Exact copies of the lines below are the goal; any images in them are dropped.

(RECORDS PROVIDED)

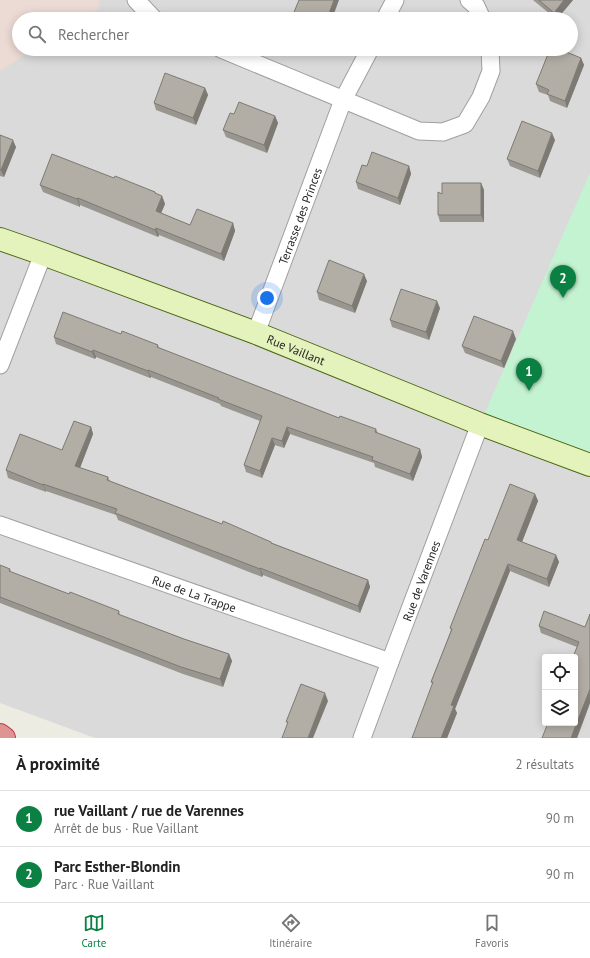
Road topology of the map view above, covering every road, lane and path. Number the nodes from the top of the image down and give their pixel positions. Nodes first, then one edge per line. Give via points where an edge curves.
1 (136, 0) edge
2 (395, 0) edge
3 (469, 0) edge
4 (147, 12) edge
5 (389, 12) edge
6 (479, 12) edge
7 (238, 56) edge
8 (366, 56) edge
9 (490, 56) edge
10 (343, 100) junction
11 (0, 239) edge
12 (43, 254) junction
13 (256, 332) junction
14 (0, 365) edge
15 (480, 424) junction
16 (590, 465) edge
17 (0, 525) edge
18 (390, 662) junction
19 (0, 735) edge
20 (4, 738) edge
21 (362, 738) edge

1 - 4 street
2 - 5 street
3 - 6 street
7 - 10 street
8 - 10 street, Terrasse des Princes
9 - 10 street via 491,71 465,124 443,132 419,131
10 - 13 street, Terrasse des Princes
11 - 12 street, Rue Vaillant
12 - 13 street, Rue Vaillant
12 - 14 street
13 - 15 street, Rue Vaillant
15 - 16 street, Rue Vaillant
15 - 18 street, Rue de Varennes
17 - 18 street, Rue de La Trappe
18 - 21 street, Rue de Varennes
19 - 20 highway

(End RECORDS PROVIDED)

» SOLVED PROBLEM
Road topology of the map view above, covering every road, lane and path. Number the nodes from the top of the image down and give their pixel positions. Nodes first, then one edge per line. Give via points where an edge curves.
1 (136, 0) edge
2 (395, 0) edge
3 (469, 0) edge
4 (147, 12) edge
5 (389, 12) edge
6 (479, 12) edge
7 (238, 56) edge
8 (366, 56) edge
9 (490, 56) edge
10 (343, 100) junction
11 (0, 239) edge
12 (43, 254) junction
13 (256, 332) junction
14 (0, 365) edge
15 (480, 424) junction
16 (590, 465) edge
17 (0, 525) edge
18 (390, 662) junction
19 (0, 735) edge
20 (4, 738) edge
21 (362, 738) edge

1 - 4 street
2 - 5 street
3 - 6 street
7 - 10 street
8 - 10 street, Terrasse des Princes
9 - 10 street via 491,71 465,124 443,132 419,131
10 - 13 street, Terrasse des Princes
11 - 12 street, Rue Vaillant
12 - 13 street, Rue Vaillant
12 - 14 street
13 - 15 street, Rue Vaillant
15 - 16 street, Rue Vaillant
15 - 18 street, Rue de Varennes
17 - 18 street, Rue de La Trappe
18 - 21 street, Rue de Varennes
19 - 20 highway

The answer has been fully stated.